● YOUR GOAL
Gather each line of the entries below that includes "nodes".

● GIVEN DATA
----

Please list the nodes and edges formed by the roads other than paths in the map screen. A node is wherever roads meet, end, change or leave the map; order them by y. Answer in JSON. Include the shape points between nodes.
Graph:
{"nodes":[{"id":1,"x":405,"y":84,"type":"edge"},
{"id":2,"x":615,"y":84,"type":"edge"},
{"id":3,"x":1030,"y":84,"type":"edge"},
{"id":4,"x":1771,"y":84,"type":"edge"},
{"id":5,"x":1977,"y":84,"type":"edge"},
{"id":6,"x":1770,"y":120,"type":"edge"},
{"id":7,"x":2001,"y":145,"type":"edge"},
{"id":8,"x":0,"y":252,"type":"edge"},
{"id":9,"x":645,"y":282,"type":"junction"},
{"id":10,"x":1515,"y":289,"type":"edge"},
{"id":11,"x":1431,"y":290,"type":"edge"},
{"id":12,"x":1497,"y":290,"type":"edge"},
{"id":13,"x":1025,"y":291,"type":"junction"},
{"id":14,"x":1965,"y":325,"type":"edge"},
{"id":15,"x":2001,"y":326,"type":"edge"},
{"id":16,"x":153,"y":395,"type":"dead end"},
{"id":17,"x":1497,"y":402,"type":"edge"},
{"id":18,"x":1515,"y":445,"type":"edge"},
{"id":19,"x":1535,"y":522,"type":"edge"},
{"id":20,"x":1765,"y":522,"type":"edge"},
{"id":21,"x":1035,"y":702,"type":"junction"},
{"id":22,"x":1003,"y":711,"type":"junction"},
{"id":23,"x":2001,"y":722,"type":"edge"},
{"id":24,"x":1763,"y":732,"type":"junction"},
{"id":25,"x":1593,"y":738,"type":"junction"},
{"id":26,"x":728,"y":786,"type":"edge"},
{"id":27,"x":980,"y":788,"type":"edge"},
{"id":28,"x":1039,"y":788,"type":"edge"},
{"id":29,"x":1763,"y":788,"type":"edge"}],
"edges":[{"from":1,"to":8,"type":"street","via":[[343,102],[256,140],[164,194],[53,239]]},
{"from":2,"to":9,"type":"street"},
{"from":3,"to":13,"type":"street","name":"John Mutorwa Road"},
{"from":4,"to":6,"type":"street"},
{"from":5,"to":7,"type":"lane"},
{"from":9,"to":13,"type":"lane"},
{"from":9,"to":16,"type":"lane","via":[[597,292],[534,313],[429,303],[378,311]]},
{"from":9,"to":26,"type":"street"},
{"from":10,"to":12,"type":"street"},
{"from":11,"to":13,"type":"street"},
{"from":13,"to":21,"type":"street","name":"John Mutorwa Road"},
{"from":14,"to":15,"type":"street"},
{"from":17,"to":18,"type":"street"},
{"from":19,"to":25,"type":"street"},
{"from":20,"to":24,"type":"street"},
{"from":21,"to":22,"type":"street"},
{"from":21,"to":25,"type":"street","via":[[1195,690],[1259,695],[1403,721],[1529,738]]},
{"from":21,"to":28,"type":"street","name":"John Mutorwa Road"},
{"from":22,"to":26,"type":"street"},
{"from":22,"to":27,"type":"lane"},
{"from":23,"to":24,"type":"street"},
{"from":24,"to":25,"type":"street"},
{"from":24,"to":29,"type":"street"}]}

----

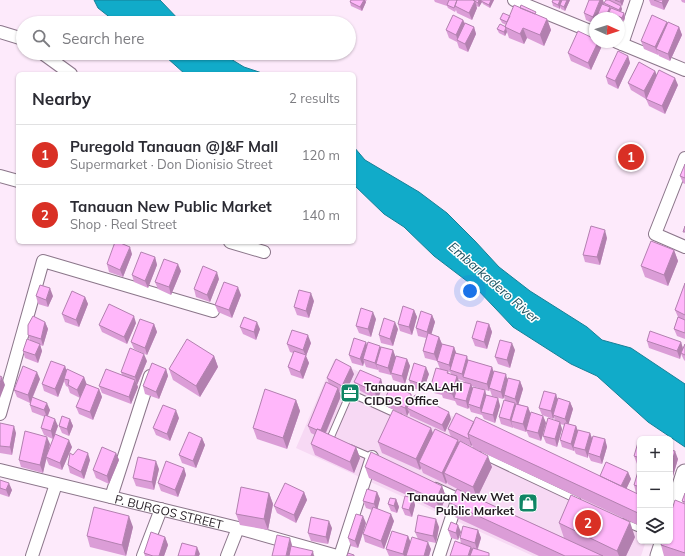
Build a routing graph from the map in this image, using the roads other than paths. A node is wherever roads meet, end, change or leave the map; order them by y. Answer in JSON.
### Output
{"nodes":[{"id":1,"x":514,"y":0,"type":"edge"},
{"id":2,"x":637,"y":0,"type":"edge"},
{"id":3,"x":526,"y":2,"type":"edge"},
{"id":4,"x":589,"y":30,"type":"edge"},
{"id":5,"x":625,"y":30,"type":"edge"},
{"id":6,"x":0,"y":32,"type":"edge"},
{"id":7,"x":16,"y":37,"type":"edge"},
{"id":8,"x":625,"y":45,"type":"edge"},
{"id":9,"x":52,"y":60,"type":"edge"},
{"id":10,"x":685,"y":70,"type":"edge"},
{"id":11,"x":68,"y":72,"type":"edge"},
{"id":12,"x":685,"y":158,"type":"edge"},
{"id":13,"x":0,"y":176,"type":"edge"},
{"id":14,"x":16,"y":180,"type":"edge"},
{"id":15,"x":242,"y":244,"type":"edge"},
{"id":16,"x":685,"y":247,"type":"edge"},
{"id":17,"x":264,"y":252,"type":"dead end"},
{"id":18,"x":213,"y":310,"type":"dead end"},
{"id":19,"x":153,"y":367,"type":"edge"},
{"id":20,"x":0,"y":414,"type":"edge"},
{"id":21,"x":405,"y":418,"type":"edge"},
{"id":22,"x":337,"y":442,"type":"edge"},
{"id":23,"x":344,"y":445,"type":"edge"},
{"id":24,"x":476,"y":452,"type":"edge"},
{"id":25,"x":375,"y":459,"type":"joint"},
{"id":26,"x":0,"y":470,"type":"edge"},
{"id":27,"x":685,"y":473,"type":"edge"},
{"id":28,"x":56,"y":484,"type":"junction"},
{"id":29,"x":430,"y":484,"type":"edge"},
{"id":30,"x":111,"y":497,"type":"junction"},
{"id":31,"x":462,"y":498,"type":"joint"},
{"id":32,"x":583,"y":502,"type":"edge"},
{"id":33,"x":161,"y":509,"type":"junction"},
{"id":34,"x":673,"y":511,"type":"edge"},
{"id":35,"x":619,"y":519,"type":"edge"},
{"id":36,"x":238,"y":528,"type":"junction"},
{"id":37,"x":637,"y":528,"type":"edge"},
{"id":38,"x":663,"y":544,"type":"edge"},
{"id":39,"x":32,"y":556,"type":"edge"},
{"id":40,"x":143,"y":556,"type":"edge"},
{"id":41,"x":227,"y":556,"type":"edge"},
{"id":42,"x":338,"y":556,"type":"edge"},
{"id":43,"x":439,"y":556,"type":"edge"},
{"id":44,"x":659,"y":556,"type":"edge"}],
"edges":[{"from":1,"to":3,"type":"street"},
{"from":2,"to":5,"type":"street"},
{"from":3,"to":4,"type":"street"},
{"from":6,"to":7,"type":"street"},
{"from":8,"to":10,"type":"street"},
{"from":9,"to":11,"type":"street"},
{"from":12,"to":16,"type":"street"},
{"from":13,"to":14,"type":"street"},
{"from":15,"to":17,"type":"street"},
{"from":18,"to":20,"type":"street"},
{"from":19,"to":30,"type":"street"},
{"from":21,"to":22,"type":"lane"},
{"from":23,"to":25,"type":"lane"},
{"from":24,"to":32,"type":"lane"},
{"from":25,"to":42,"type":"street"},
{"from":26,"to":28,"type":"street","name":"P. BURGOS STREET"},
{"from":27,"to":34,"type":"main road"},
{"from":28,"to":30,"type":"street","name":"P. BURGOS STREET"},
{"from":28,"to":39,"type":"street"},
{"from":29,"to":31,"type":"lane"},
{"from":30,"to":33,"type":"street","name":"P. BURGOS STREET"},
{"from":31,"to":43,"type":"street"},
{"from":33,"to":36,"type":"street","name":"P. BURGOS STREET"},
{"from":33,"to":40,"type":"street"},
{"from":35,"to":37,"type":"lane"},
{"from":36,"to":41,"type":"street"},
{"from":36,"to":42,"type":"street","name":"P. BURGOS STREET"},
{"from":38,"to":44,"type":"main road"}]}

----

● RESULT FOR THIS TASK
Please list the nodes and edges formed by the roads other than paths in the map screen. A node is wherever roads meet, end, change or leave the map; order them by y. Answer in JSON. Include the shape points between nodes.
{"nodes":[{"id":1,"x":405,"y":84,"type":"edge"},
{"nodes":[{"id":1,"x":514,"y":0,"type":"edge"},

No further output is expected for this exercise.